Yeah, well, they have no clue it's all happening in controlled environment. They think my actual system is infected and doing all these horible things. Which would be the case for casuals, but not for people like us who specifically hang around security communities... But again, they don't know what's going on.

What's funny is that I've been doing this before and it never bothered anyone. All this crap happening since I've upgraded to fiber optics...

Have you not been using a VPN?

VPNs are a crucial step when malware testing.

 

[RejZoR]

Well, you're not really solving anything by using it really. Instead of ISP seeing "botnet" packets, the VPN provider will. Traffic is the same on the output end. So, you're not really fixing anything, you're just placing a virtual blame on someone else.

 

[RejZoR]

Also, one would expect VPN provider to ban your IP if they'd detect suspicious behaviuor through their service. Wouldn't they?

 

[XhenEd]

@RejZoR
Don't you think that using VPN might be the solution, considering that those are malware testers that are advising you to use one? Yeah, you may have a point, but with their expertise, maybe they are right.

Spoiler

I know you're an expert, by the way. So, I'm just offering a food for thought, and not trying to argue with you because I'll sure lose.

 

[RejZoR]

If everyone is placing blame on others using VPN, then so will I.

 

[tim one]

If everyone is placing blame on others using VPN, then so will I.

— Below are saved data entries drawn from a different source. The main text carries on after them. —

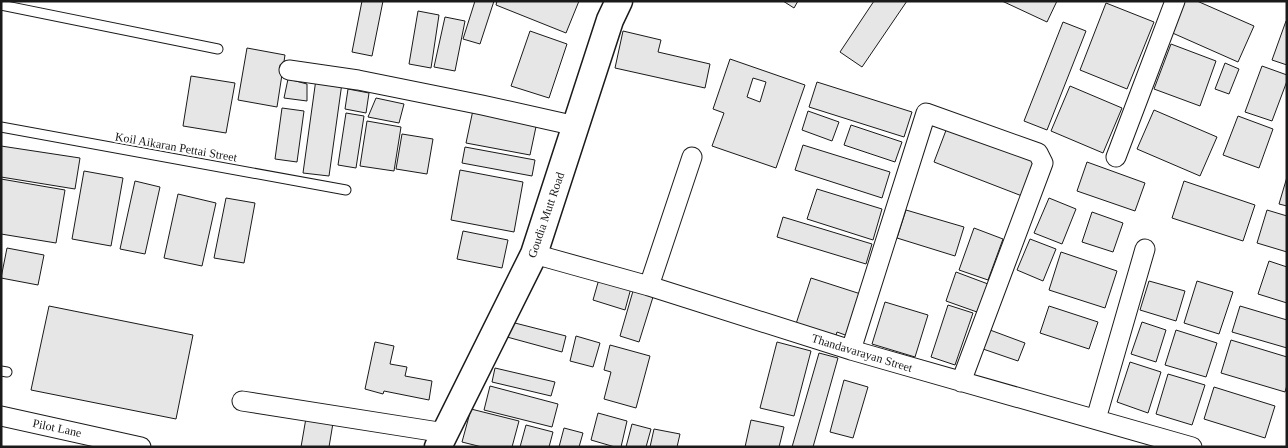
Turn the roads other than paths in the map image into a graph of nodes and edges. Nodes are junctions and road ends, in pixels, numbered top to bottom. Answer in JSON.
{"nodes":[{"id":1,"x":619,"y":1,"type":"edge"},
{"id":2,"x":1175,"y":1,"type":"edge"},
{"id":3,"x":1,"y":4,"type":"edge"},
{"id":4,"x":218,"y":49,"type":"dead end"},
{"id":5,"x":289,"y":70,"type":"dead end"},
{"id":6,"x":576,"y":126,"type":"junction"},
{"id":7,"x":1,"y":127,"type":"edge"},
{"id":8,"x":692,"y":157,"type":"dead end"},
{"id":9,"x":1116,"y":157,"type":"dead end"},
{"id":10,"x":346,"y":190,"type":"dead end"},
{"id":11,"x":1145,"y":249,"type":"dead end"},
{"id":12,"x":534,"y":254,"type":"junction"},
{"id":13,"x":649,"y":286,"type":"junction"},
{"id":14,"x":851,"y":350,"type":"junction"},
{"id":15,"x":961,"y":382,"type":"junction"},
{"id":16,"x":242,"y":402,"type":"dead end"},
{"id":17,"x":1,"y":416,"type":"edge"},
{"id":18,"x":1096,"y":419,"type":"junction"},
{"id":19,"x":442,"y":440,"type":"edge"},
{"id":20,"x":141,"y":447,"type":"edge"},
{"id":21,"x":1192,"y":447,"type":"edge"}],
"edges":[{"from":1,"to":6,"type":"main road","name":"Goudia Mutt Road"},
{"from":2,"to":9,"type":"street"},
{"from":3,"to":4,"type":"lane"},
{"from":5,"to":6,"type":"street"},
{"from":6,"to":12,"type":"main road","name":"Goudia Mutt Road"},
{"from":7,"to":10,"type":"lane","name":"Koil Aikaran Pettai Street"},
{"from":8,"to":13,"type":"street"},
{"from":11,"to":18,"type":"street"},
{"from":12,"to":13,"type":"street","name":"Thandavarayan Street"},
{"from":12,"to":19,"type":"main road","name":"Goudia Mutt Road"},
{"from":13,"to":14,"type":"street","name":"Thandavarayan Street"},
{"from":14,"to":15,"type":"street","name":"Thandavarayan Street"},
{"from":14,"to":15,"type":"street"},
{"from":15,"to":18,"type":"street","name":"Thandavarayan Street"},
{"from":16,"to":19,"type":"street"},
{"from":17,"to":20,"type":"street","name":"Pilot Lane"},
{"from":18,"to":21,"type":"street","name":"Thandavarayan Street"}]}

By using a VPN your real IP is hidden and the publicly visible IP will be the one of the server to which you are connected and then the server of the VPN service provider, of course via tunneling so that your data are usually encrypted.
Actually I don't think that the "blame" falls on someone else.
However, I'm just saying my opinion in relation to your specific question but this is your issue not of the ISP.
According to what you're saying, your real IP is blacklisted and if these are the facts I do not see other logical alternative except to stop malware analysis or do it offline.

 

[RejZoR]

Ok, so what you do when VPN provider blocks your IP because it's essentially doing the same my system was doing to my ISP directly? Just keep on changing VPN providers? Or hope they just don't care?

 

[silversurfer]

Well, you're not really solving anything by using it really. Instead of ISP seeing "botnet" packets, the VPN provider will. Traffic is the same on the output end. So, you're not really fixing anything, you're just placing a virtual blame on someone else.

I'm doing malware testing on a VM for 2 years until now. I had only once a report of my ISP because I forgot to activate the VPN.
It is highly recommended to use a VPN if you are testing with malware. It seems you want to ignore the experience of others...

 

[Svoll]

Correct me if I am wrong, A proper VPN is suppose to assist in anonymity, not store logs or monitor what user does. You wouldn't have the same issues as your ISP if you are using an VPN.

 

[RejZoR]

Funny thing is, I've been doing similar testing for ages, I just wasn't recording it because my upload to Youtube was too crap and I just didn't bother. Now, it's all of a sudden an issue. It's why I never bothered VPN-ing the connection.

 

[KGBagent47]

No way I would test without a VPN, because what's stopping that malware from connecting your IP address to some highly illegal activity?

 

[bayasdev]

Your ISP at least is concerned about cyber security, mine doesn't even care about their.

 

[Lord Ami]

I would also suggest you use VPN. You can try them for free but I doubt you would make small traffic. Here's a good deal:
Promotion - Upgrade to Windscribe Pro for USD $1 per month for 12 months
Considering to buy it myself. Has tracking and ad blocker built in

VPN most likely will not block anything unless you run samples and let them send out spam/DDoS for hours or days. They are very strict with privacy and unless something abnormal is detected, you're good.